A cyberattack on DP World, one of the world’s largest port operators, has caused significant disruptions at several major Australian ports. The attack exploited a prototype pollution vulnerability in Plist, a Node.js module for parsing and generating property list files. The vulnerability, identified as CVE-2022-22912, allows attackers to cause a denial of service (DoS) and may lead to remote code execution.
To prevent further damage and contain the spread of the malware, DP World disconnected its systems from the internet and shut down land operations at ports in Sydney, Melbourne, Fremantle and Brisbane. This has affected the movement of freight and the supply chain, causing delays and congestion for customers and suppliers. However, the company can still access sensitive freight at the ports, for instance, if it’s necessary due to a medical emergency, according to Darren Goldie, Australia’s national cyber security coordinator.
The Australian government is assisting the shipping giant in restoring operations. Goldie said that the government is working closely with DP World and other stakeholders to minimize the impact and ensure the continuity of essential services. He also said that the timeframe for interruptions to continue is likely to be a number of days, rather than weeks. He posted this information on Sunday on X, formerly Twitter.

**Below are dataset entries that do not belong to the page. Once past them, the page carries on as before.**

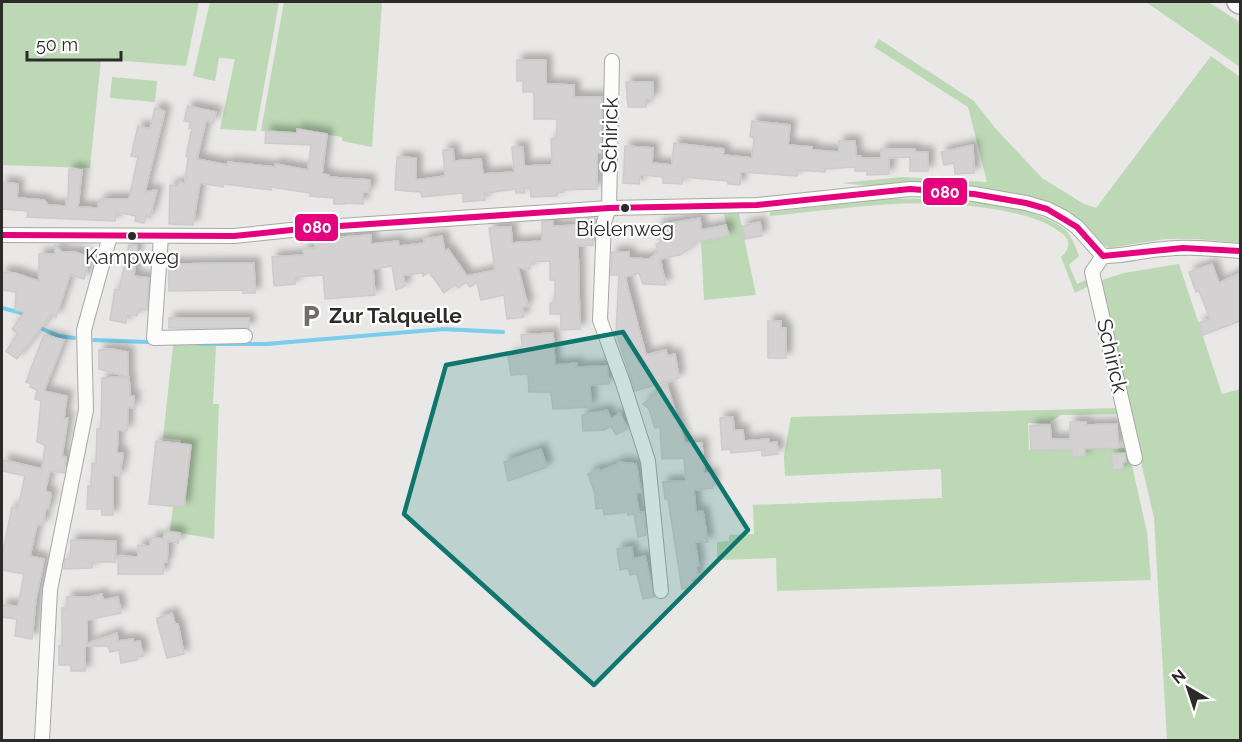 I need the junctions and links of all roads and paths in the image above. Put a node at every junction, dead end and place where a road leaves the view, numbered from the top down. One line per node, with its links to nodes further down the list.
1 (612, 61): 2 (street, Schirick)
2 (609, 208): 5 (street); 7 (street); 10 (street)
3 (2, 235): 4 (street)
4 (110, 236): 5 (street); 11 (street)
5 (160, 236): 8 (street)
6 (1240, 251): 7 (street)
7 (1103, 256): 9 (street, Schirick)
8 (244, 336)
9 (1135, 458)
10 (661, 591)
11 (42, 741) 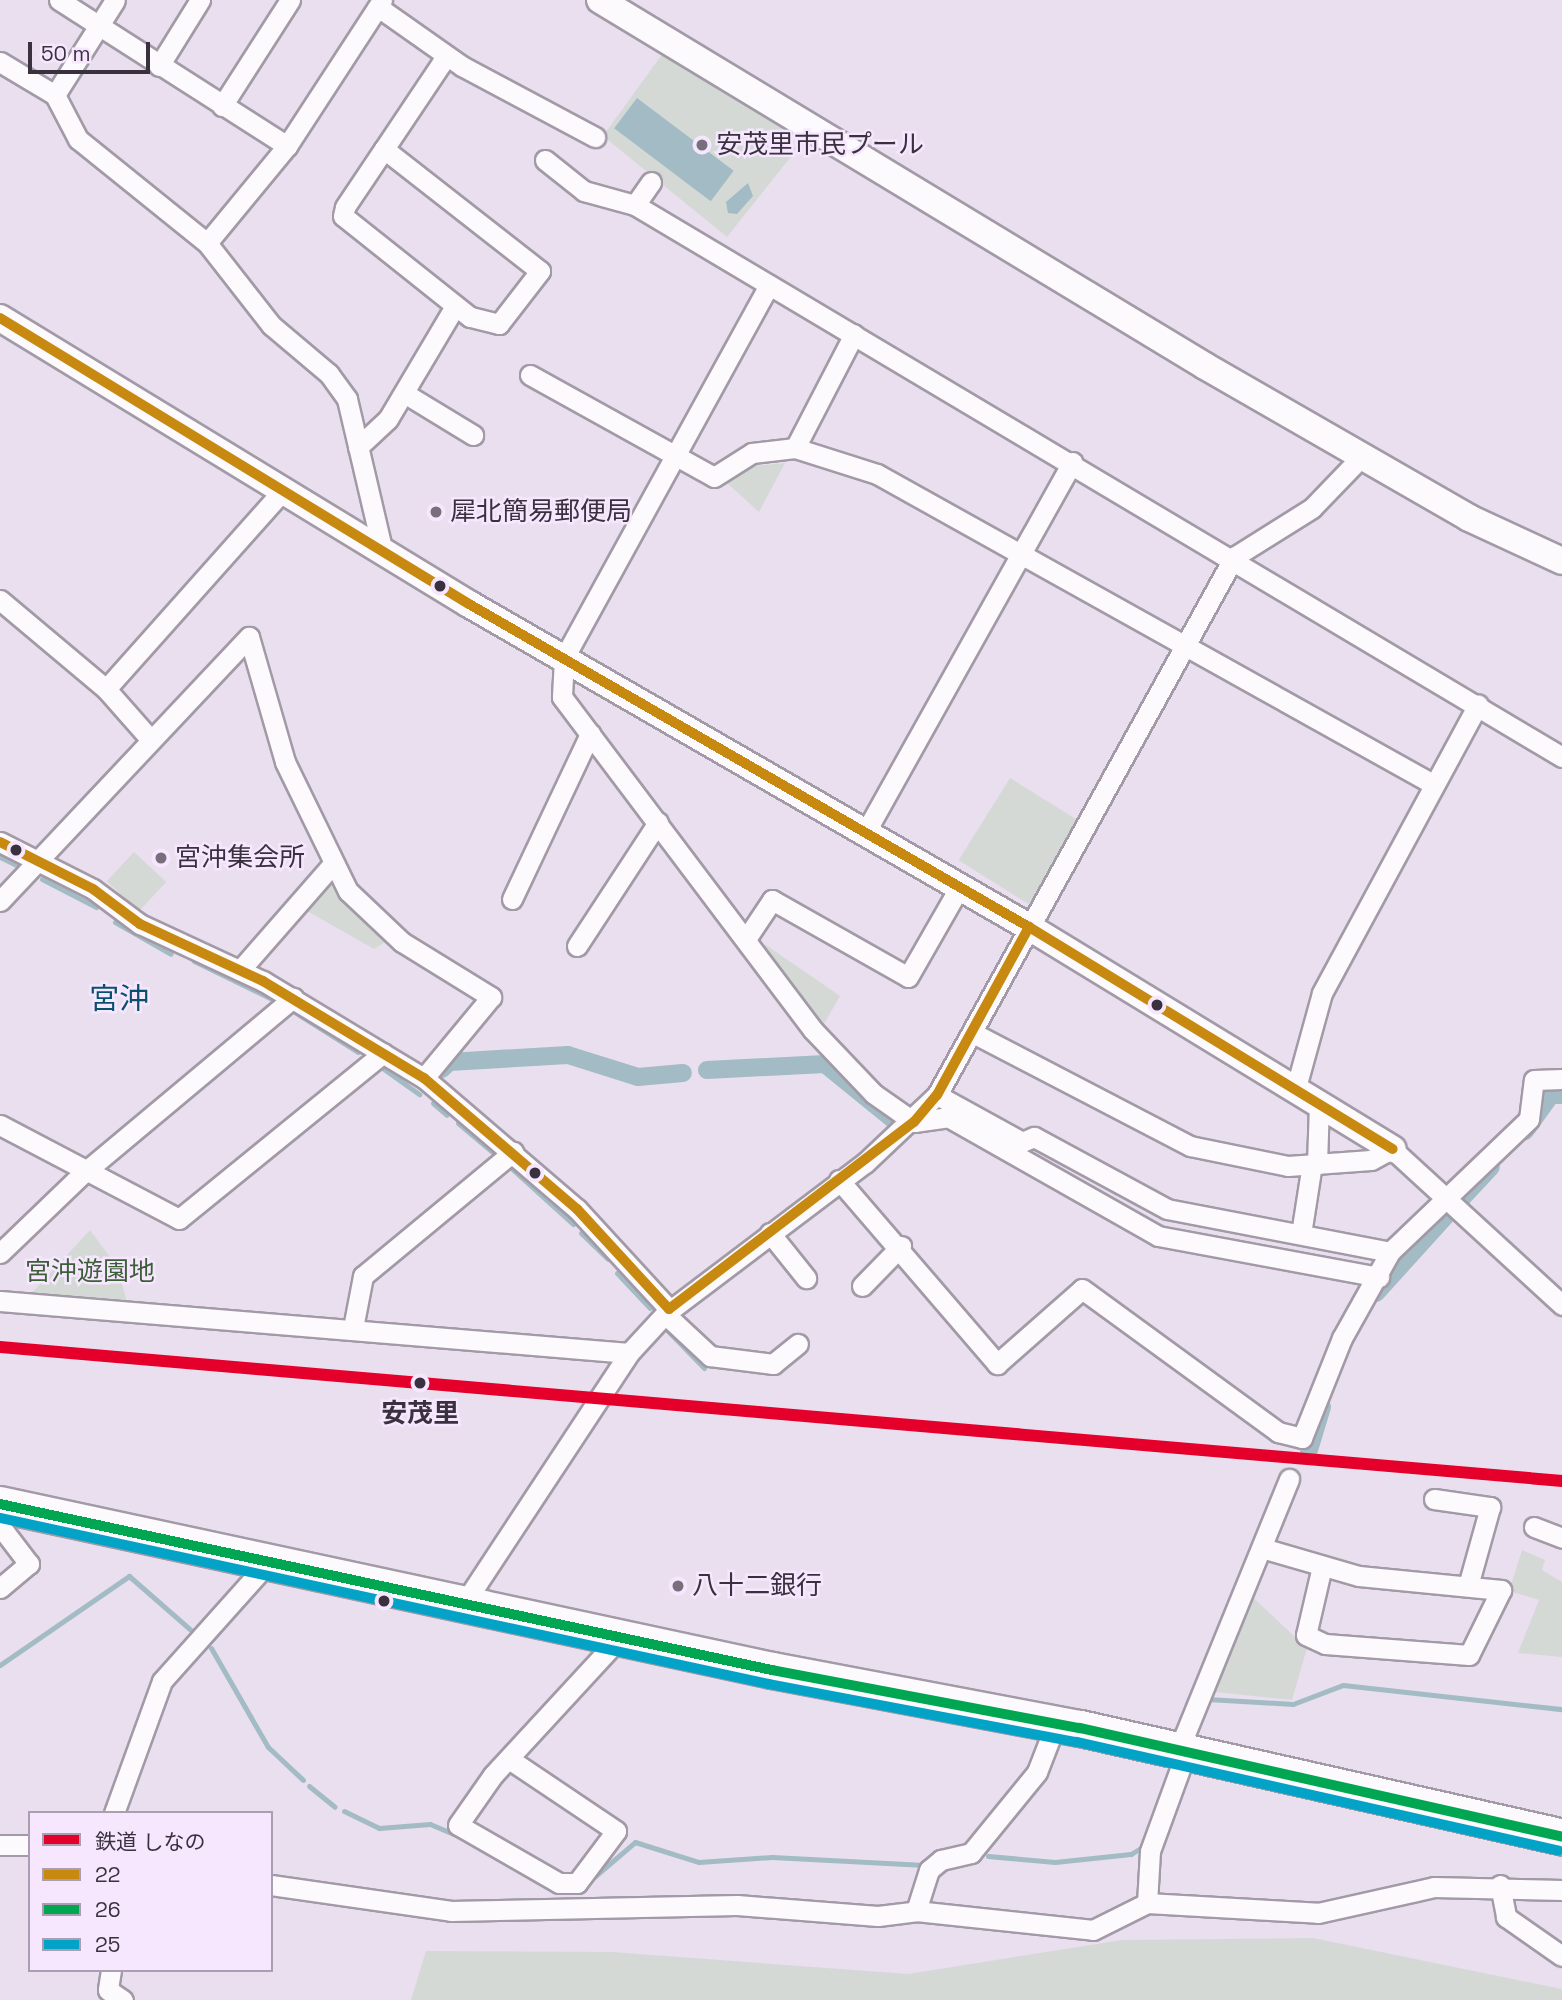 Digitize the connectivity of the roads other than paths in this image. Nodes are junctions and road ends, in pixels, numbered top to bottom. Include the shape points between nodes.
1 (59, 0) edge
2 (115, 0) edge
3 (200, 0) edge
4 (290, 0) edge
5 (600, 0) edge
6 (380, 4) edge
7 (98, 28) junction
8 (445, 56) junction
9 (0, 62) edge
10 (159, 66) junction
11 (55, 95) junction
12 (222, 106) junction
13 (595, 136) dead end
14 (286, 146) junction
15 (384, 149) junction
16 (545, 160) dead end
17 (651, 182) dead end
18 (635, 205) junction
19 (206, 243) junction
20 (769, 285) junction
21 (455, 306) junction
22 (0, 318) edge
23 (854, 334) junction
24 (530, 375) dead end
25 (404, 393) junction
26 (474, 435) dead end
27 (358, 447) junction
28 (795, 448) junction
29 (675, 453) junction
30 (1361, 457) junction
31 (1072, 462) junction
32 (284, 489) junction
33 (383, 553) junction
34 (1022, 556) junction
35 (1234, 557) junction
36 (1562, 562) edge
37 (0, 600) edge
38 (1183, 648) junction
39 (564, 658) junction
40 (106, 689) junction
41 (1478, 704) junction
42 (590, 734) junction
43 (151, 740) junction
44 (1562, 757) edge
45 (1433, 784) junction
46 (658, 822) junction
47 (865, 833) junction
48 (0, 842) edge
49 (42, 863) junction
50 (332, 865) junction
51 (959, 888) junction
52 (512, 899) dead end
53 (0, 901) edge
54 (1030, 927) junction
55 (746, 939) junction
56 (577, 946) dead end
57 (240, 970) junction
58 (293, 998) junction
59 (973, 1032) junction
60 (383, 1053) junction
61 (424, 1078) junction
62 (1562, 1079) edge
63 (1295, 1091) junction
64 (937, 1095) junction
65 (1318, 1105) junction
66 (915, 1122) junction
67 (0, 1125) edge
68 (1392, 1149) junction
69 (513, 1153) junction
70 (1315, 1164) junction
71 (89, 1170) junction
72 (839, 1180) junction
73 (1450, 1199) junction
74 (770, 1233) junction
75 (1301, 1234) junction
76 (901, 1246) junction
77 (1390, 1252) junction
78 (0, 1253) edge
79 (1379, 1277) junction
80 (806, 1279) dead end
81 (862, 1286) dead end
82 (0, 1301) edge
83 (1562, 1306) edge
84 (667, 1312) junction
85 (353, 1328) junction
86 (798, 1344) dead end
87 (629, 1353) junction
88 (1289, 1479) dead end
89 (1434, 1499) dead end
90 (2, 1504) edge
91 (1534, 1527) dead end
92 (1562, 1538) edge
93 (1262, 1548) junction
94 (270, 1560) junction
95 (1322, 1566) junction
96 (1468, 1586) junction
97 (0, 1588) edge
98 (465, 1602) junction
99 (611, 1635) junction
100 (1056, 1723) junction
101 (1182, 1750) junction
102 (509, 1759) junction
103 (115, 1811) edge
104 (1562, 1837) edge
105 (0, 1845) edge
106 (28, 1845) edge
107 (273, 1885) edge
108 (1500, 1885) junction
109 (1562, 1891) edge
110 (1147, 1903) junction
111 (916, 1911) junction
112 (1562, 1956) edge

1 - 7 street
2 - 7 street
3 - 10 street
4 - 12 street
5 - 30 street
6 - 8 street
6 - 14 street
7 - 10 street
7 - 11 street
8 - 13 street
8 - 15 street
9 - 11 street
10 - 12 street
11 - 19 street via 78,139
12 - 14 street
14 - 19 street
15 - 21 street via 343,216
15 - 21 street via 540,271 499,324 486,325
16 - 18 street via 584,191
17 - 18 street
18 - 20 street
19 - 27 street via 271,325 329,374 347,399
20 - 23 street
20 - 29 street
21 - 25 street
22 - 32 street
23 - 28 street
23 - 31 street
24 - 29 street
25 - 26 street
25 - 27 street
27 - 33 street
28 - 29 street via 752,453 714,477
28 - 34 street via 877,474
29 - 39 street
30 - 35 street via 1312,508
30 - 36 street
31 - 34 street
31 - 35 street
32 - 33 street
32 - 40 street
33 - 39 street
34 - 38 street
34 - 47 street
35 - 38 street
35 - 41 street
37 - 40 street
38 - 45 street
38 - 54 street
39 - 42 street via 562,697
39 - 47 street
40 - 43 street
41 - 44 street
41 - 45 street
42 - 46 street
42 - 52 street
43 - 49 street
43 - 50 street via 249,637 285,762
45 - 63 street via 1322,993
46 - 55 street
46 - 56 street
47 - 51 street
48 - 49 street
49 - 53 street
49 - 57 street via 93,889 140,925
50 - 57 street
50 - 61 street via 348,891 402,942 491,997
51 - 54 street
51 - 55 street via 908,977 772,901
54 - 59 street
54 - 63 street
55 - 66 street via 813,1030 874,1094
57 - 58 street
58 - 60 street
58 - 71 street
59 - 64 street
59 - 70 street via 1190,1146 1288,1166
60 - 61 street
60 - 71 street via 179,1219
61 - 69 street
62 - 73 street via 1534,1080 1529,1119
63 - 65 street
64 - 66 street
64 - 75 street via 1022,1142 1034,1137 1167,1209
65 - 68 street
65 - 70 street
66 - 72 street
66 - 79 street via 948,1117 1158,1236
67 - 71 street
68 - 70 street via 1371,1160
68 - 73 street
69 - 84 street via 578,1209
69 - 85 street via 363,1276
70 - 75 street
71 - 78 street
72 - 74 street
72 - 76 street
73 - 77 street
73 - 83 street
74 - 80 street
74 - 84 street
75 - 77 street
76 - 79 street via 997,1364 1082,1289 1278,1432 1303,1438 1342,1338
76 - 81 street
77 - 79 street
82 - 85 street
84 - 86 street via 710,1356 773,1364
84 - 87 street
85 - 87 street
87 - 98 street
88 - 93 street
89 - 96 street via 1490,1507
90 - 94 highway
90 - 97 street via 0,1526 29,1564
91 - 92 street
93 - 95 street
93 - 101 street via 1235,1603
94 - 98 highway
94 - 103 street via 162,1681
95 - 96 street via 1389,1581
95 - 96 street via 1306,1635 1325,1644 1469,1655 1502,1590
98 - 99 highway
99 - 100 highway
99 - 102 street via 610,1648
100 - 101 highway
100 - 111 street via 1037,1772 971,1853 929,1870
101 - 104 highway
101 - 110 street via 1150,1851
102 - 102 street via 458,1825 559,1883 577,1883 616,1831
105 - 106 street
107 - 111 street via 451,1910 737,1905 878,1916
108 - 109 street
108 - 110 street via 1399,1891 1318,1913
108 - 112 street via 1506,1917
110 - 111 street via 1093,1930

DP World has not shared any information about the attack itself. While shutting systems down is often done in response to a ransomware attack, The Sydney Morning Herald learned from a source that this was not a ransomware attack. Ransomware is a type of malware that encrypts the victim’s data and demands a payment for the decryption key.
On the other hand, Kevin Beaumont, a reputable researcher, reported that it was in fact a ransomware attack and the threat actor leveraged CVE-2022-22912 for initial access. He said that he found evidence of the attack on a public malware repository and that the ransomware used was a variant of REvil, also known as Sodinokibi.
The attack on DP World is the latest in a series of cyberattacks targeting critical infrastructure and supply chains around the world. These attacks have raised concerns about the vulnerability of the global economy and the need for stronger cybersecurity measures and cooperation. Experts have warned that cyberattacks could pose a serious threat to national security, public safety and economic stability. They have also urged governments and businesses to invest more in cybersecurity, to adopt best practices and standards, and to share information and intelligence to prevent and respond to cyberattacks.